Her presence didn’t matter any more than those motes of dust. Michael’s eyes were shut. His deceptively delicate fingers moved on the chanter as though he were making love to it. The drones lay trustingly against his shoulder and moaned in response.

Rebecca folded her arms. He was wearing the open face of the pictures, charged with intense emotion. She didn’t want to see that much feeling, that much vulnerability, in him. It was like opening a box of corn flakes and finding it filled with gold dust, startling and disturbing.

“And should some young man ask of me, is it brave or wise to roam, I’ll bid him range the wide world over the better to know his own home.”

The song squeezed Rebecca’s heart until it ached. She was desperately homesick for Scotland, for Alba, for Caledonia, even though she’d been there only five days. Now she understood why, after Culloden, the English had banned the pipes as instruments of war. Their song was gut feeling expressed in rational precision, right brain and left in a formidable, terrifying union.

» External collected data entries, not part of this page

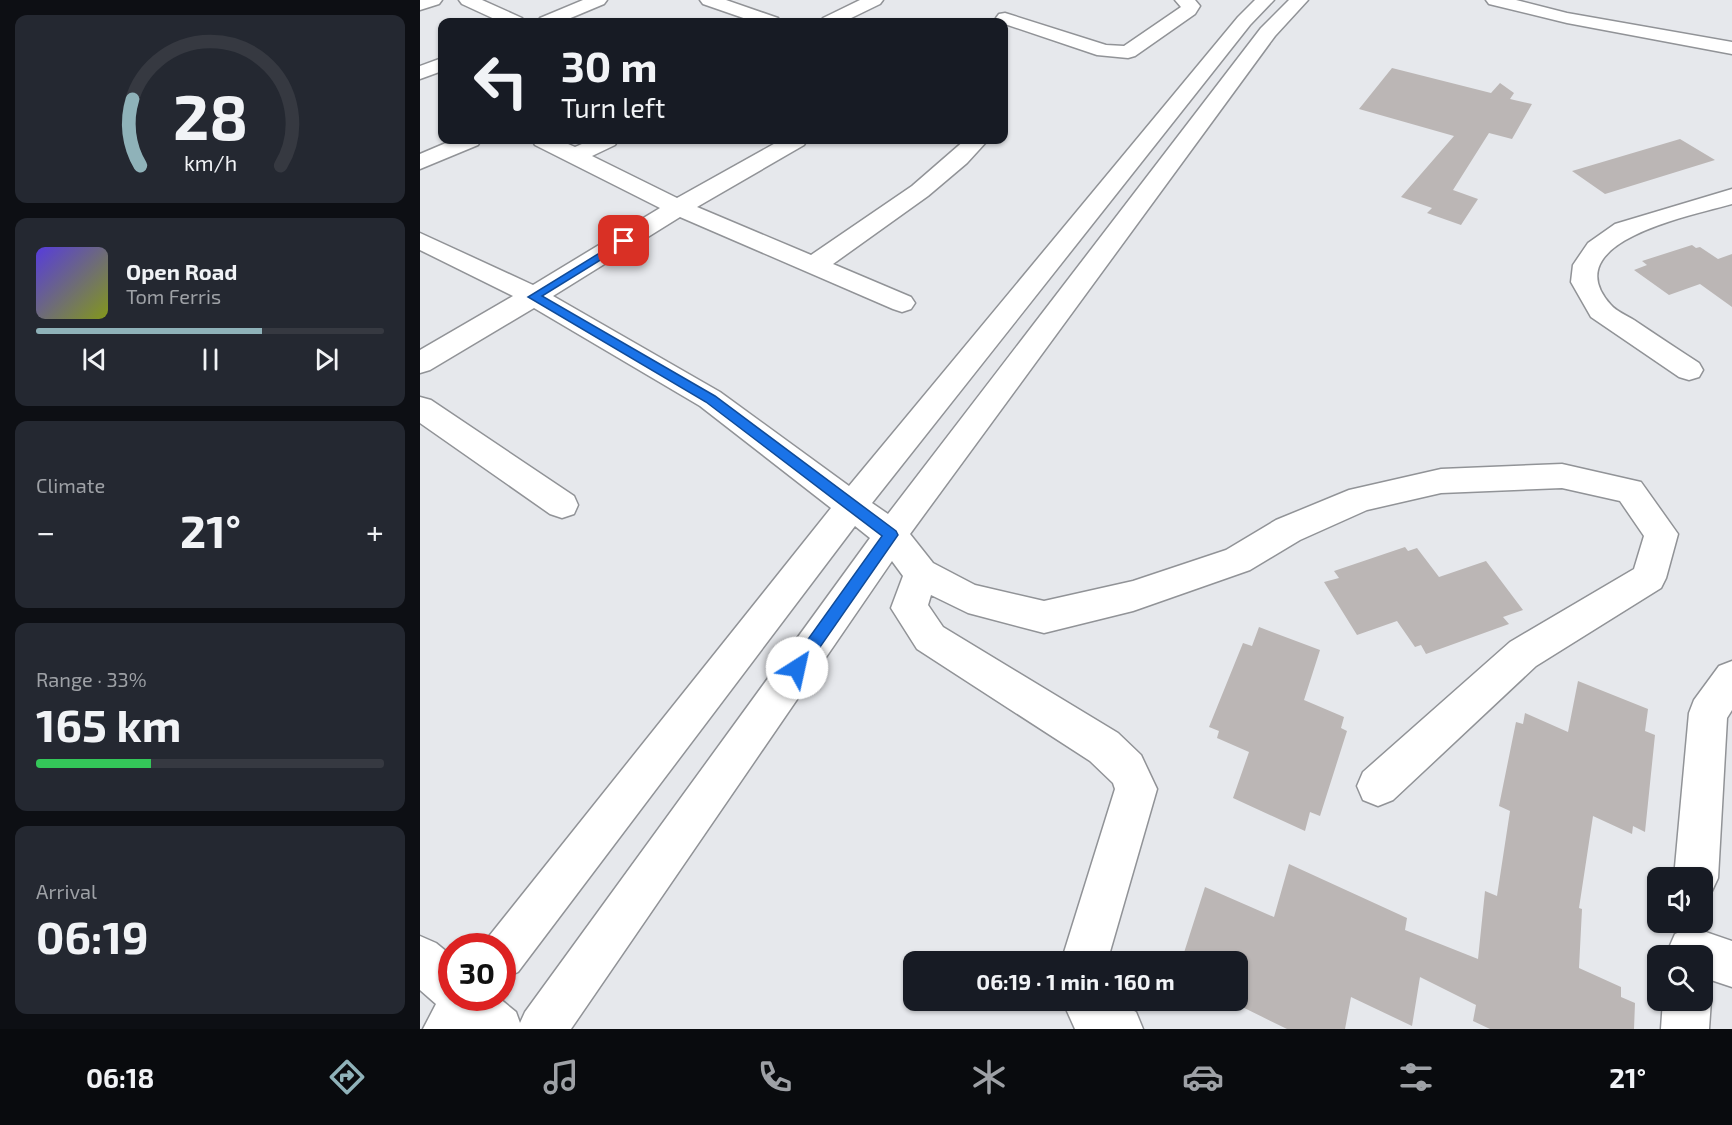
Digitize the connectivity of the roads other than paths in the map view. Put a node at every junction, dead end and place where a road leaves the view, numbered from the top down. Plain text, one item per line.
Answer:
1 (433, 0) edge
2 (468, 0) edge
3 (598, 0) edge
4 (709, 0) edge
5 (874, 0) edge
6 (1184, 0) edge
7 (1265, 0) edge
8 (1299, 0) edge
9 (1495, 0) edge
10 (420, 5) edge
11 (1024, 6) dead end
12 (506, 18) edge
13 (556, 18) edge
14 (760, 18) edge
15 (838, 18) edge
16 (1004, 18) edge
17 (1008, 22) edge
18 (1732, 48) edge
19 (438, 66) edge
20 (420, 73) edge
21 (461, 144) edge
22 (551, 144) edge
23 (599, 144) edge
24 (789, 144) edge
25 (973, 144) edge
26 (575, 156) junction
27 (420, 162) edge
28 (1732, 196) edge
29 (678, 208) junction
30 (420, 240) edge
31 (814, 265) junction
32 (534, 297) junction
33 (902, 303) dead end
34 (420, 363) edge
35 (1689, 370) dead end
36 (420, 408) edge
37 (562, 506) dead end
38 (852, 506) junction
39 (891, 535) junction
40 (921, 573) junction
41 (1732, 678) edge
42 (1378, 786) dead end
43 (1697, 867) edge
44 (516, 938) edge
45 (1087, 951) edge
46 (420, 959) edge
47 (438, 977) edge
48 (1091, 1011) edge
49 (1686, 1011) edge
50 (542, 1029) edge
51 (1119, 1029) edge
52 (1685, 1029) edge

1 - 10 street
2 - 12 street
3 - 13 street
4 - 14 street
5 - 15 street
6 - 17 street
7 - 38 street
8 - 39 street
9 - 18 street
11 - 16 street
19 - 20 street
21 - 27 street
22 - 26 street
23 - 26 street
24 - 29 street
25 - 31 street
26 - 29 street
28 - 35 street
29 - 31 street
29 - 32 street
30 - 32 street
31 - 33 street
32 - 34 street
32 - 38 street
36 - 37 street
38 - 39 street
38 - 44 street
39 - 40 street
39 - 50 street
40 - 42 street
40 - 45 street
41 - 43 street
46 - 47 street
48 - 51 street
49 - 52 street

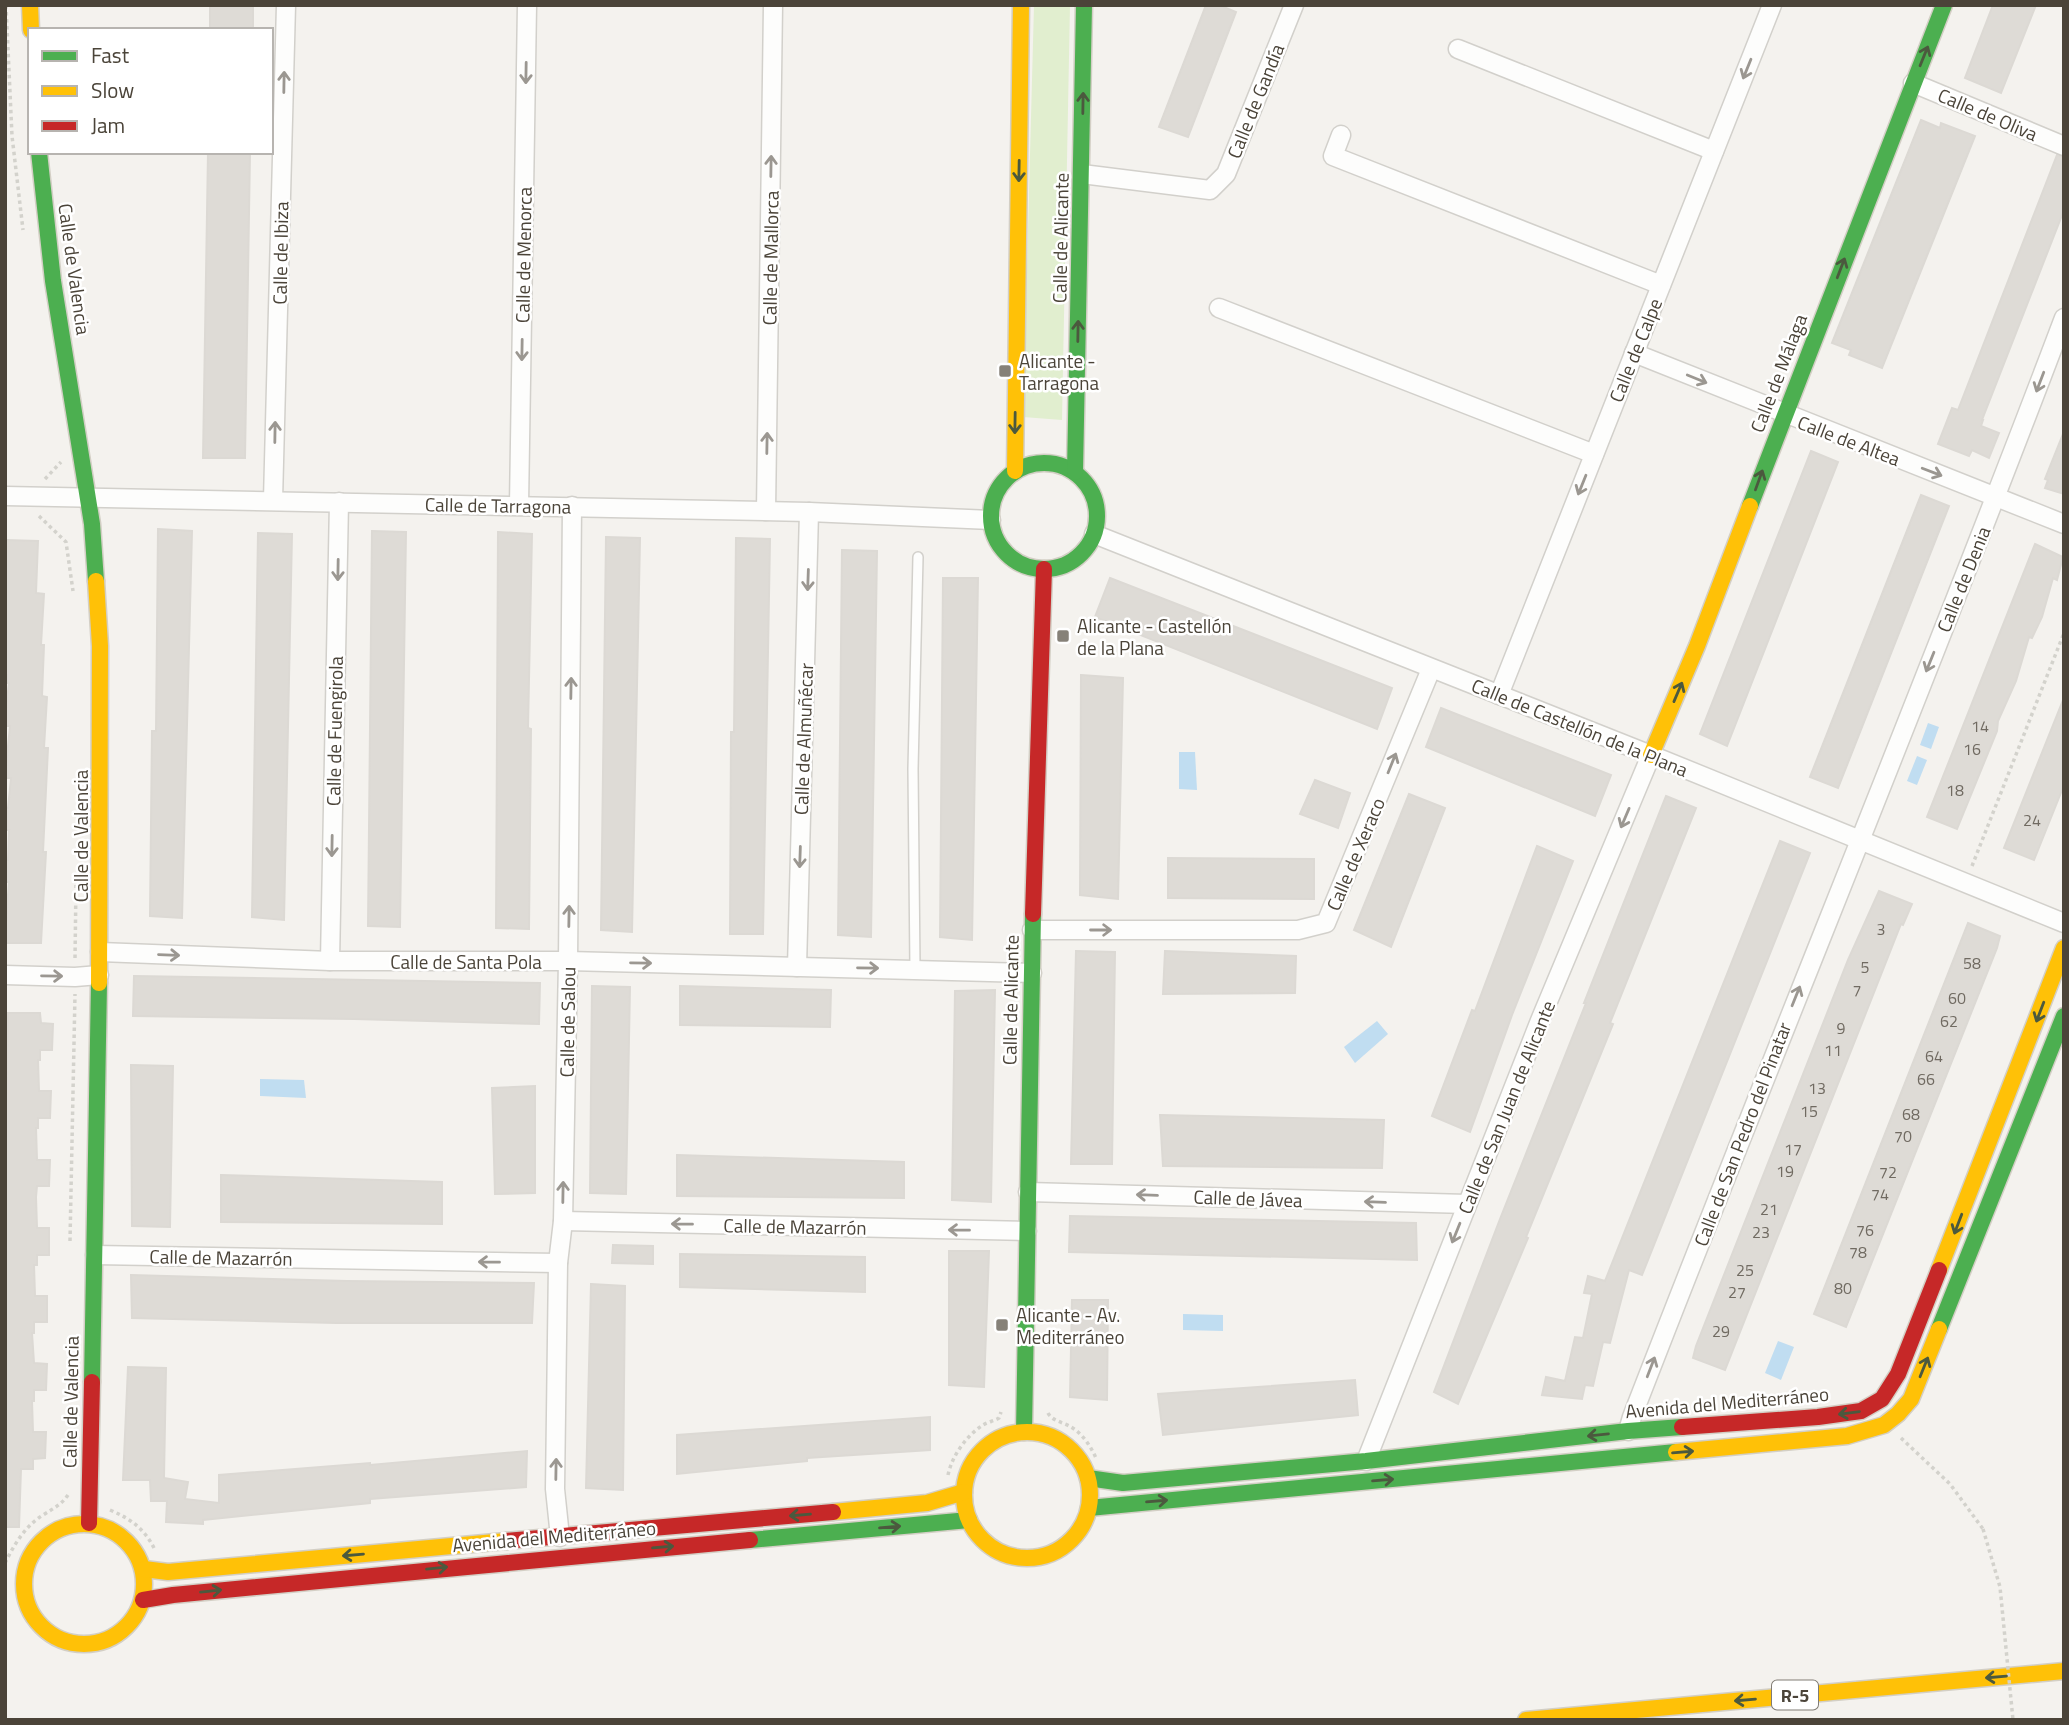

“Ferry me over, ferry me there, to leave the hills of Caledonia’s more than my heart can bear.”

She wanted to go to Michael and tell him he wasn’t alone. But he was alone. If she interrupted him, she’d only embarrass them both.

Rebecca trudged to her room and shut the door. The portrait of Elspeth looked abstractedly down, as if the painted woman, too, were drinking in the song as potent as whiskey. Home. Home.

Abruptly the music stopped, leaving an odd hollow echo hanging in the air, emotion unfulfilled, love unrequited. Rebecca wanted to scream to fill the empty silence. She was alone, and she hurt. Tears filled her eyes and she dashed them away. Damn Michael. She hated a man who made her cry.

Slowly the light faded and the shadows of evening filled the room.